We should tip our hats to the fact that society has managed to keep the wheels running despite the lockdown in terms of the essentials. The Chinese managed it, the Italians have managed it, we are managing it, I hear you can even buy bogroll again 😉 This is not an existential challenge. But we are going to face shortages of fresh produce in the Autumn, and we import a lot from Spain, which is not having a great time of things. The price is likely to go up and the quality will be down.
But you can do something about it, particularly as you may have more time on your hands. Now (in the UK) is a good time to start. Last month would have been better, but you start where you find yourself.
Now I am the first to admit that this isn’t really my area of expertise. I am writing it because I am closer to an ordinary punter, but I have observed Mrs Ermine, for whom this has been a passion from childhood.

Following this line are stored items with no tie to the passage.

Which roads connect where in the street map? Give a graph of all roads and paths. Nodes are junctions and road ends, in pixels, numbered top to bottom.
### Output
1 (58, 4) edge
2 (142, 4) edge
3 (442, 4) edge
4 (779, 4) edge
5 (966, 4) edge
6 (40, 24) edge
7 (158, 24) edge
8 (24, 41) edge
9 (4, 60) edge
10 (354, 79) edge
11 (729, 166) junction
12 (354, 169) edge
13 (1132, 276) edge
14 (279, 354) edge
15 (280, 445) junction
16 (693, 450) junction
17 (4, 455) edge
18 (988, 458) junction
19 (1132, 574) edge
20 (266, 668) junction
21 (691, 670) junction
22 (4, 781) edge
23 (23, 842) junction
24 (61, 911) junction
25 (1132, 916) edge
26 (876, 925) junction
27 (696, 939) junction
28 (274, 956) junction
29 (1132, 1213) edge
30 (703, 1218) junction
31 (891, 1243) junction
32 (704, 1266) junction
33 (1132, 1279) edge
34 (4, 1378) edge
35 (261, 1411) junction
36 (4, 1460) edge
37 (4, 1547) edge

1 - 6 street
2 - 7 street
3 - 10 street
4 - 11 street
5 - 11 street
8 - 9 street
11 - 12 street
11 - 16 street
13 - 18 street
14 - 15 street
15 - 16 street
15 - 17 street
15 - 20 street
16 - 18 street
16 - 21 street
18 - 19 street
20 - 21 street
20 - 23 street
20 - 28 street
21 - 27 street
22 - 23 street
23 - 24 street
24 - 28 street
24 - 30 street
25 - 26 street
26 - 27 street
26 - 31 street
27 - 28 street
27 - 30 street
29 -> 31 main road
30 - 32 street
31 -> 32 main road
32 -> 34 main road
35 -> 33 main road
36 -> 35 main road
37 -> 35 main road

Hit the tasty and the exotic first, particularly if you don’t have a garden
We will be fine on staples I should imagine. There will be shortages of some basics, because we import more than half our food, and we featherbed our aristocracy to ruin our soil1 or play silly buggers on our hills. Tim Lang summarises the issues of how we got here, a combination of our early industrialisation and imperial past, we grow about half our food.
but if you turn some of those issues on their head, we will probably be OK, because we can probably pay more on the global market than poorer people. T’ain’t pretty, but it’s the way of the world. But you can fight back and make Autumn taste a little bit better, if that matters to you. If it doesn’t, then I am sure Nando’s and your local kebab shop can keep the show on the road. About a quarter of London’s food by value is eaten outside the home- there have been reports written before the current crisis promoting the kitchenless city. NYC has already got there in part 2.
Probably the easiest win for the space-challenged are herbs – a little goes a long way, they are usually cut and come again, they don’t need huge amounts of water, you can use a window box. But they do generally want sun. They make things taste a lot better, and fresh always beats dried. You can grow these from seed, but for a window box get ’em from a supermarket, given garden centres aren’t open. Compost is a problem, some supermarkets carry it. It’s not essential, my younger self never realised you were meant to use compost. I used earth from the garden. Sure, things work better if you have compost, but use what you have to hand. The young Ermine was perhaps unwittingly channelling Masanobu Fukuoka’s natural way of farming ahead of time. There’s too much dogma in gardening. The will to life of most things is strong. If you want to optimise yields and germination rates, sure you have to work harder. But seed is cheap, in most cases JFDI and see what happens.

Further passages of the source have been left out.